Documentation/public-inbox-v2-format.pod - pub/scm/infra/public-inbox - Git at Google

 % public-inbox developer manual

 =head1 NAME

 public-inbox-v2-format - structure of public inbox v2 archives

 =head1 DESCRIPTION

 The v2 format is designed primarily to address several
 scalability problems of the original format described at
 L<public-inbox-v1-format(5)>.  It also handles messages with
 Message-IDs.

 =head1 INBOX LAYOUT

 The key change in v2 is the inbox is no longer a bare git
 repository, but a directory with two or more git repositories.
 v2 divides git repositories by time "epochs" and Xapian
 databases for parallelism by "shards".

 =head2 INBOX OVERVIEW AND DEFINITIONS

   $EPOCH - Integer starting with 0 based on time
   $SCHEMA_VERSION - DB schema version (for Xapian)
   $SHARD - Integer starting with 0 based on parallelism

   foo/                              # "foo" is the name of the inbox
   - inbox.lock                      # lock file to protect global state
   - git/$EPOCH.git                  # normal git repositories
   - all.git                         # empty, alternates to $EPOCH.git
   - xap$SCHEMA_VERSION/$SHARD       # per-shard Xapian DB
   - xap$SCHEMA_VERSION/over.sqlite3 # OVER-view DB for NNTP, threading
   - msgmap.sqlite3                  # same as the v1 msgmap

 For blob lookups, the reader only needs to open the "all.git"
 repository with $GIT_DIR/objects/info/alternates which references
 every $EPOCH.git repo.

 Individual $EPOCH.git repos DO NOT use alternates themselves as
 git currently limits recursion of alternates nesting depth to 5.

 =head2 GIT EPOCHS

 One of the inherent scalability problems with git itself is the
 full history of a project must be stored and carried around to
 all clients.  To address this problem, the v2 format uses
 multiple git repositories, stored as time-based "epochs".

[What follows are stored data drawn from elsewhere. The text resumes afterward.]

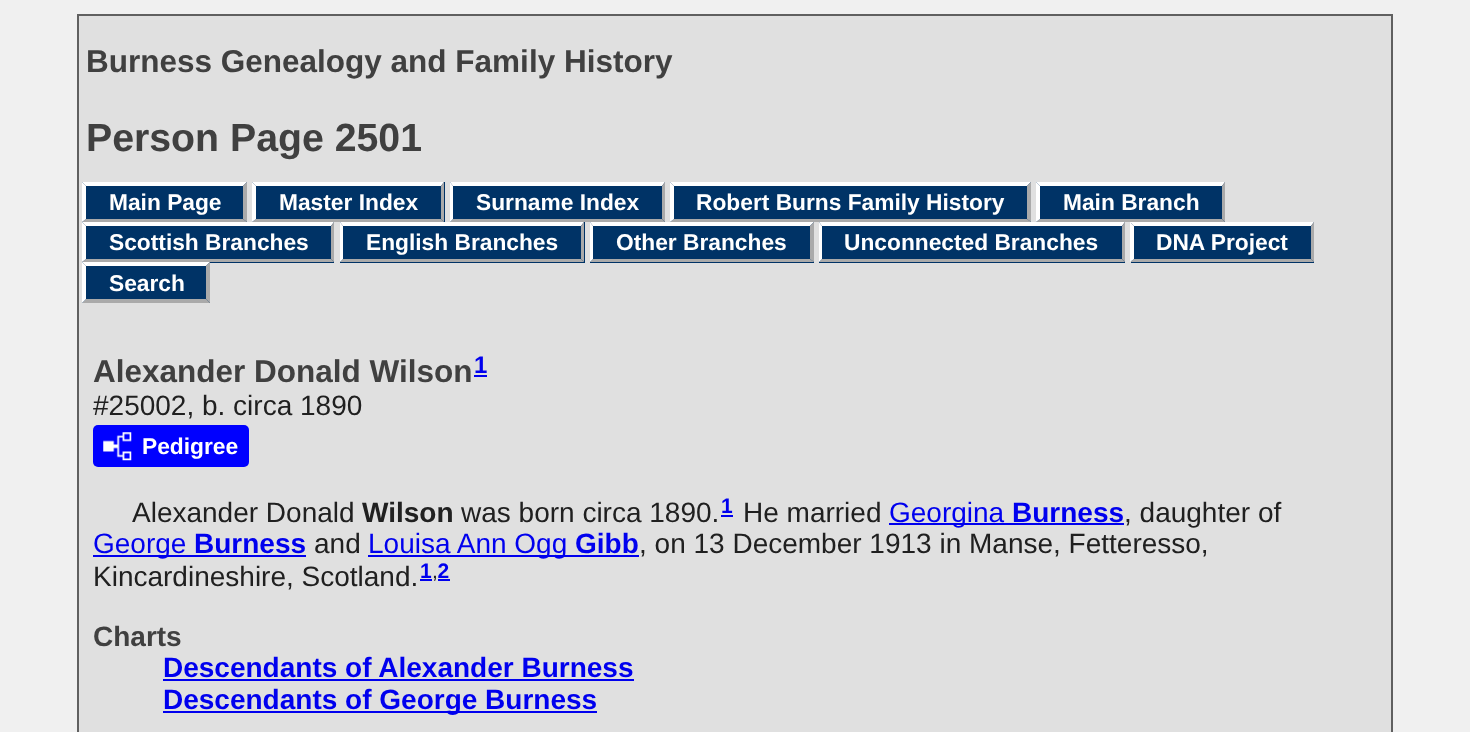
<svg xmlns="http://www.w3.org/2000/svg" xmlns:xlink="http://www.w3.org/1999/xlink" width="1470" height="732" viewBox="0 0 1470 732">
<style>
.cls-1{font:bold 31.5px Liberation Sans;fill:#404040}
.cls-2{font:bold 39.25px Liberation Sans;fill:#404040}
.cls-3{font:bold 22.75px Liberation Sans;fill:#ffffff}
.cls-4{font:bold 24px Liberation Sans;fill:#0000ee}
.cls-5{font:28px Liberation Sans;fill:#202020}
.cls-6{font:bold 28px Liberation Sans;fill:#202020}
.cls-7{font:bold 21px Liberation Sans;fill:#0000ee}
.cls-8{font:28px Liberation Sans;fill:#0000ee}
.cls-9{font:bold 28px Liberation Sans;fill:#0000ee}
.cls-10{font:21px Liberation Sans;fill:#202020}
.cls-11{font:bold 28px Liberation Sans;fill:#404040}
</style>
<rect width="100%" height="100%" fill="#f0f0f0"/>
<rect fill="#e0e0e0" stroke="#606060" stroke-width="2" x="78" y="15" width="1314" height="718"/>
<rect fill="#003366" x="82" y="182" width="165" height="40"/>
<path fill="#ffffff" d="M82 182H247L243 186H86Z"/>
<path fill="#aaaaaa" d="M247 182V222L243 219V186Z"/>
<path fill="#aaaaaa" d="M247 222H82L86 219H243Z"/>
<path fill="#ffffff" d="M82 222V182L86 186V219Z"/>
<rect fill="#003366" x="252" y="182" width="193" height="40"/>
<path fill="#ffffff" d="M252 182H444L441 186H256Z"/>
<path fill="#aaaaaa" d="M444 182V222L441 219V186Z"/>
<path fill="#aaaaaa" d="M444 222H252L256 219H441Z"/>
<path fill="#ffffff" d="M252 222V182L256 186V219Z"/>
<rect fill="#003366" x="450" y="182" width="215" height="40"/>
<path fill="#ffffff" d="M450 182H665L662 186H453Z"/>
<path fill="#aaaaaa" d="M665 182V222L662 219V186Z"/>
<path fill="#aaaaaa" d="M665 222H450L453 219H662Z"/>
<path fill="#ffffff" d="M450 222V182L453 186V219Z"/>
<rect fill="#003366" x="670" y="182" width="361" height="40"/>
<path fill="#ffffff" d="M670 182H1031L1027 186H674Z"/>
<path fill="#aaaaaa" d="M1031 182V222L1027 219V186Z"/>
<path fill="#aaaaaa" d="M1031 222H670L674 219H1027Z"/>
<path fill="#ffffff" d="M670 222V182L674 186V219Z"/>
<rect fill="#003366" x="1036" y="182" width="189" height="40"/>
<path fill="#ffffff" d="M1036 182H1225L1222 186H1040Z"/>
<path fill="#aaaaaa" d="M1225 182V222L1222 219V186Z"/>
<path fill="#aaaaaa" d="M1225 222H1036L1040 219H1222Z"/>
<path fill="#ffffff" d="M1036 222V182L1040 186V219Z"/>
<rect fill="#003366" x="82" y="222" width="252" height="41"/>
<path fill="#ffffff" d="M82 222H334L331 226H86Z"/>
<path fill="#aaaaaa" d="M334 222V262L331 259V226Z"/>
<path fill="#aaaaaa" d="M334 262H82L86 259H331Z"/>
<path fill="#ffffff" d="M82 262V222L86 226V259Z"/>
<rect fill="#003366" x="340" y="222" width="245" height="41"/>
<path fill="#ffffff" d="M340 222H584L581 226H343Z"/>
<path fill="#aaaaaa" d="M584 222V262L581 259V226Z"/>
<path fill="#aaaaaa" d="M584 262H340L343 259H581Z"/>
<path fill="#ffffff" d="M340 262V222L343 226V259Z"/>
<rect fill="#003366" x="590" y="222" width="224" height="41"/>
<path fill="#ffffff" d="M590 222H814L810 226H593Z"/>
<path fill="#aaaaaa" d="M814 222V262L810 259V226Z"/>
<path fill="#aaaaaa" d="M814 262H590L593 259H810Z"/>
<path fill="#ffffff" d="M590 262V222L593 226V259Z"/>
<rect fill="#003366" x="819" y="222" width="306" height="41"/>
<path fill="#ffffff" d="M819 222H1125L1122 226H822Z"/>
<path fill="#aaaaaa" d="M1125 222V262L1122 259V226Z"/>
<path fill="#aaaaaa" d="M1125 262H819L822 259H1122Z"/>
<path fill="#ffffff" d="M819 262V222L822 226V259Z"/>
<rect fill="#003366" x="1131" y="222" width="183" height="41"/>
<path fill="#ffffff" d="M1130 222H1314L1311 226H1134Z"/>
<path fill="#aaaaaa" d="M1314 222V262L1311 259V226Z"/>
<path fill="#aaaaaa" d="M1314 262H1130L1134 259H1311Z"/>
<path fill="#ffffff" d="M1130 262V222L1134 226V259Z"/>
<rect fill="#003366" x="82" y="263" width="128" height="40"/>
<path fill="#ffffff" d="M82 262H210L206 266H86Z"/>
<path fill="#aaaaaa" d="M210 262V303L206 299V266Z"/>
<path fill="#aaaaaa" d="M210 303H82L86 299H206Z"/>
<path fill="#ffffff" d="M82 303V262L86 266V299Z"/>
<rect fill="#0000ee" x="474" y="375" width="13" height="2"/>
<rect fill="#0000ff" x="93" y="425" width="156" height="42" rx="5"/>
<image xlink:href="image0.png" x="103" y="432" width="29" height="29"/>
<rect fill="#0000ee" x="721" y="515" width="12" height="2"/>
<rect fill="#0000ee" x="889" y="523" width="235" height="2"/>
<rect fill="#0000ee" x="93" y="555" width="213" height="2"/>
<rect fill="#0000ee" x="368" y="555" width="271" height="2"/>
<rect fill="#0000ee" x="420" y="579" width="12" height="2"/>
<rect fill="#0000ee" x="438" y="579" width="12" height="2"/>
<rect fill="#0000ee" x="163" y="679" width="471" height="2"/>
<rect fill="#0000ee" x="163" y="711" width="434" height="2"/>
<text class="cls-1" x="86" y="72">Burness Genealogy and Family History</text>
<text class="cls-2" x="86" y="151">Person Page 2501</text>
<text class="cls-3" x="109" y="210">Main Page</text>
<text class="cls-3" x="279" y="210">Master Index</text>
<text class="cls-3" x="476" y="210">Surname Index</text>
<text class="cls-3" x="696" y="210">Robert Burns Family History</text>
<text class="cls-3" x="1063" y="210">Main Branch</text>
<text class="cls-3" x="109" y="250">Scottish Branches</text>
<text class="cls-3" x="366" y="250">English Branches</text>
<text class="cls-3" x="616" y="250">Other Branches</text>
<text class="cls-3" x="844" y="250">Unconnected Branches</text>
<text class="cls-3" x="1156" y="250">DNA Project</text>
<text class="cls-3" x="109" y="291">Search</text>
<text class="cls-1" x="93" y="382">Alexander Donald Wilson</text>
<text class="cls-4" x="474" y="373">1</text>
<text class="cls-5" x="93" y="415">#25002, b. circa 1890</text>
<text class="cls-3" x="142" y="454">Pedigree</text>
<text class="cls-5" x="132" y="522">Alexander Donald</text>
<text class="cls-6" x="362" y="522">Wilson</text>
<text class="cls-5" x="461" y="522">was born circa 1890.</text>
<text class="cls-7" x="721" y="513">1</text>
<text class="cls-5" x="743" y="522">He married</text>
<text class="cls-8" x="889" y="522">Georgina</text>
<text class="cls-9" x="1012" y="522">Burness</text>
<text class="cls-5" x="1124" y="522">, daughter of</text>
<text class="cls-8" x="93" y="553">George</text>
<text class="cls-9" x="194" y="553">Burness</text>
<text class="cls-5" x="314" y="553">and</text>
<text class="cls-8" x="368" y="553">Louisa Ann Ogg</text>
<text class="cls-9" x="575" y="553">Gibb</text>
<text class="cls-5" x="639" y="553">, on 13 December 1913 in Manse, Fetteresso,</text>
<text class="cls-5" x="93" y="586">Kincardineshire, Scotland.</text>
<text class="cls-7" x="420" y="578">1 2</text>
<text class="cls-10" x="432" y="578">,</text>
<text class="cls-11" x="93" y="646">Charts</text>
<text class="cls-9"><tspan x="163" y="677">Descendants of Alexander Burness</tspan><tspan x="163" y="709">Descendants of George Burness</tspan></text>
</svg>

 We currently divide epochs into roughly one gigabyte segments;
 but this size can be configurable (if needed) in the future.

 A pleasant side-effect of this design is the git packs of older
 epochs are stable, allowing them to be cloned without requiring
 expensive pack generation.  This also allows clients to clone
 only the epochs they are interested in to save bandwidth and
 storage.

 To minimize changes to existing v1-based code and simplify our
 code, we use the "alternates" mechanism described in
 L<gitrepository-layout(5)> to link all the epoch repositories
 with a single read-only "all.git" endpoint.

 Processes retrieve blobs via the "all.git" repository, while
 writers write blobs directly to epochs.

 =head2 GIT TREE LAYOUT

 One key problem specific to v1 was large trees were frequently a
 performance problem as name lookups are expensive and there were
 limited deltafication opportunities with unpredictable file
 names.  As a result, all Xapian-enabled installations retrieve
 blob object_ids directly in v1, bypassing tree lookups.

 While dividing git repositories into epochs caps the growth of
 trees, worst-case tree size was still unnecessary overhead and
 worth eliminating.

 So in contrast to the big trees of v1, the v2 git tree contains
 only a single file at the top-level of the tree, either 'm' (for
 'mail' or 'message') or 'd' (for deleted).  A tree does not have
 'm' and 'd' at the same time.

 Mail is still stored in blobs (instead of inline with the commit
 object) as we still need a stable reference in the indices in
 case commit history is rewritten to comply with legal
 requirements.

 After-the-fact invocations of L<public-inbox-index> will ignore
 messages written to 'd' after they are written to 'm'.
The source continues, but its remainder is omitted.